**TASK OBJECTIVE**:
Begin at the line containing "middle dip: (1113, 912)" in the data below and go on through the line containing "pinky tip: (1155, 976)", repeating each line exactly; include both ends and no other line.
++++
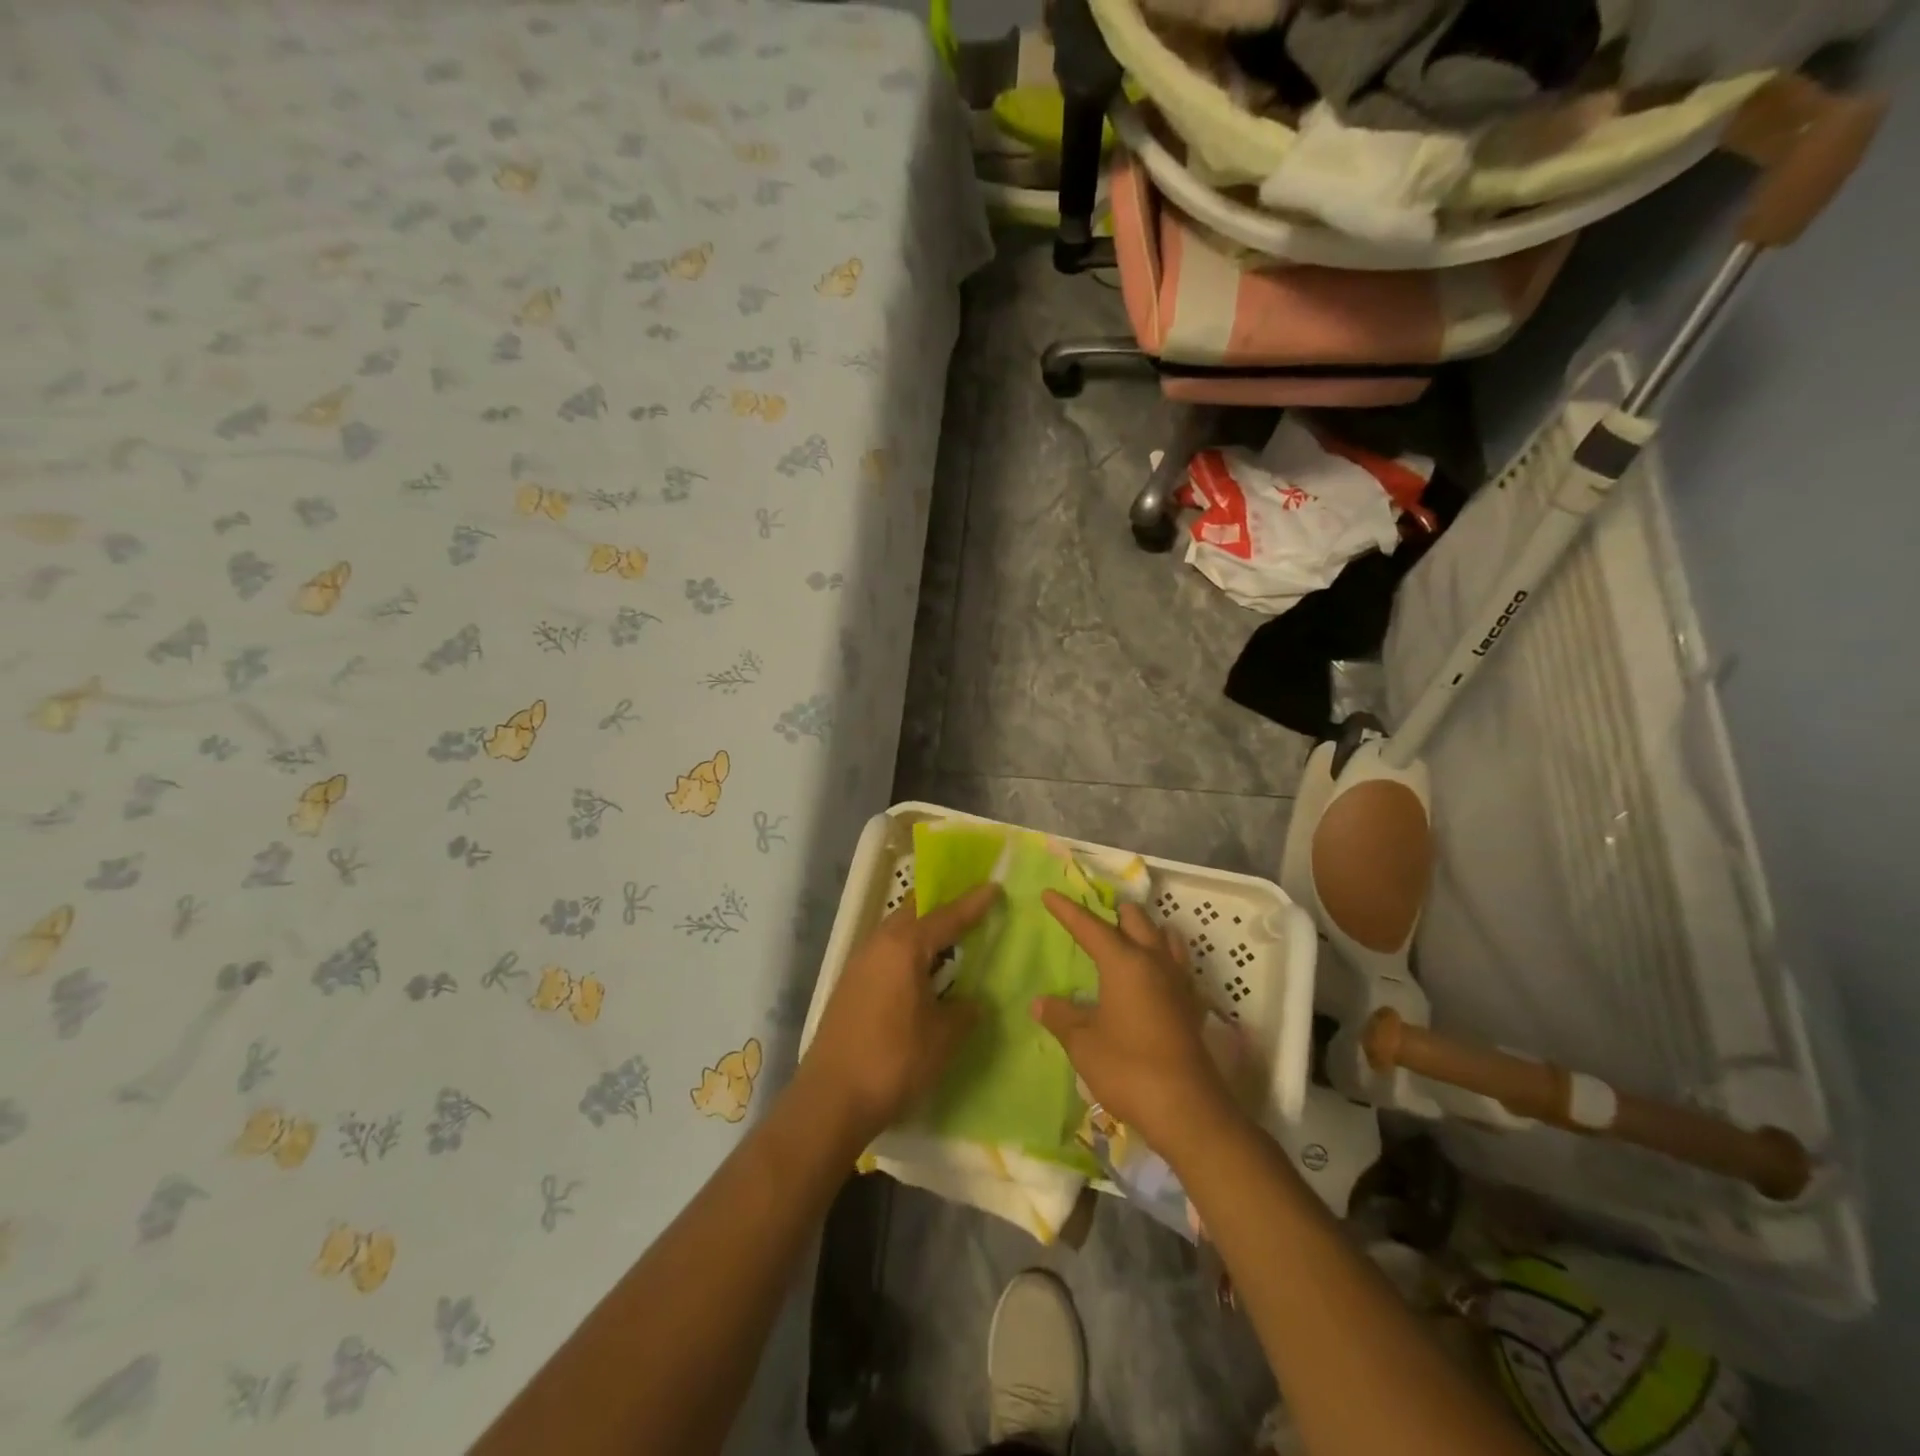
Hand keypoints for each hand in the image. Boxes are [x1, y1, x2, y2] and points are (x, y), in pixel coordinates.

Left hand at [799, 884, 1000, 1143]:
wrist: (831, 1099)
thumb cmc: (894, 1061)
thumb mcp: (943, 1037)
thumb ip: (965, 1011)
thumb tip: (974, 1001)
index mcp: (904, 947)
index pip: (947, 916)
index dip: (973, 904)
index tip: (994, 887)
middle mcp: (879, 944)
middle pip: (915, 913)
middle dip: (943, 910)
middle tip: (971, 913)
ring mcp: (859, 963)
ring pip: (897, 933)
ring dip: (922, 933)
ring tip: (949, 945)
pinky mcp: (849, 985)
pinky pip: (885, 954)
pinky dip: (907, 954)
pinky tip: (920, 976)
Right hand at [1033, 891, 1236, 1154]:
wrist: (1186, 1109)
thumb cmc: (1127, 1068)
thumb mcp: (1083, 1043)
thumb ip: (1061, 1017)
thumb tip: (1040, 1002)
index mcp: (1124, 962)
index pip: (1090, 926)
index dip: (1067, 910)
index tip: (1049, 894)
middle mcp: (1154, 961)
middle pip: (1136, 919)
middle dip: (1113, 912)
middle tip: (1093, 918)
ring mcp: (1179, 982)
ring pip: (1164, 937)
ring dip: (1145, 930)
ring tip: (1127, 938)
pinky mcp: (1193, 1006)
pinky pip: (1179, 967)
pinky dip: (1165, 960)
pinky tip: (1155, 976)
++++
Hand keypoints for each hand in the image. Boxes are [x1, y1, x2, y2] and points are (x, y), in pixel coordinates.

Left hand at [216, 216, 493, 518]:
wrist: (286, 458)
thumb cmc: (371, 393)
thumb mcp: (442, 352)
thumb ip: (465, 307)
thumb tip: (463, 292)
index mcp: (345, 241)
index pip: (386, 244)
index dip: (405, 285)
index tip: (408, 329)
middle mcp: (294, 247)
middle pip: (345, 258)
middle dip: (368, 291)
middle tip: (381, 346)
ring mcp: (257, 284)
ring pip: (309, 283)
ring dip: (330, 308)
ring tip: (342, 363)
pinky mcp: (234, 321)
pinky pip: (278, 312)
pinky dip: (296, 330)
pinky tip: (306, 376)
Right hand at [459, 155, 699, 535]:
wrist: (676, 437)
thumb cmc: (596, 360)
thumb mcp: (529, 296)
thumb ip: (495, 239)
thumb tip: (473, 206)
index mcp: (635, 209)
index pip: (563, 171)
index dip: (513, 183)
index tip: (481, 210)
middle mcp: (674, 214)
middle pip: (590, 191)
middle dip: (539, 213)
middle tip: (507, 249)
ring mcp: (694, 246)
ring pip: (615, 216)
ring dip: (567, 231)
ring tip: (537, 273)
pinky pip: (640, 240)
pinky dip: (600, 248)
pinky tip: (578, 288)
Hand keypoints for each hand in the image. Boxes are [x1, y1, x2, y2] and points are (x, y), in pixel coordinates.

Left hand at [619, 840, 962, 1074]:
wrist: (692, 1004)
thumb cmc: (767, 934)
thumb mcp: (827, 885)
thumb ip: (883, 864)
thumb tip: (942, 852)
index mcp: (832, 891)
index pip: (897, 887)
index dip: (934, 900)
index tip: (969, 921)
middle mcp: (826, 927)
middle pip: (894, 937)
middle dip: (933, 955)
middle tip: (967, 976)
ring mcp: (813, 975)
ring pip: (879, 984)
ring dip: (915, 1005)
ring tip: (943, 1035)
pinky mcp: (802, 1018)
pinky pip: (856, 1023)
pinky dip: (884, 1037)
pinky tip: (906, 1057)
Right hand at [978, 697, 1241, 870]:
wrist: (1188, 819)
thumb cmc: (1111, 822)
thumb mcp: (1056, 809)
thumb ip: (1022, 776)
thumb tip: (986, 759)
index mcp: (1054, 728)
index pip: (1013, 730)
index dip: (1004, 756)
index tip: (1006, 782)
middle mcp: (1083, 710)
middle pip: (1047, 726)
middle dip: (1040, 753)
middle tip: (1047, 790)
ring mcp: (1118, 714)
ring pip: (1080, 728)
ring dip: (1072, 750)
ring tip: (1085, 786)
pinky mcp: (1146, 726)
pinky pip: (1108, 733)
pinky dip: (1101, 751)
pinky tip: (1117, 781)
++++
**EXERCISE SOLUTION**:
middle dip: (1113, 912)
middle tip: (1093, 918)
ring mcp: (1179, 982)
ring pip: (1164, 937)
ring dip: (1145, 930)
ring tip: (1127, 938)
pinky mcp: (1193, 1006)
pinky pip: (1179, 967)
pinky dip: (1165, 960)
pinky tip: (1155, 976)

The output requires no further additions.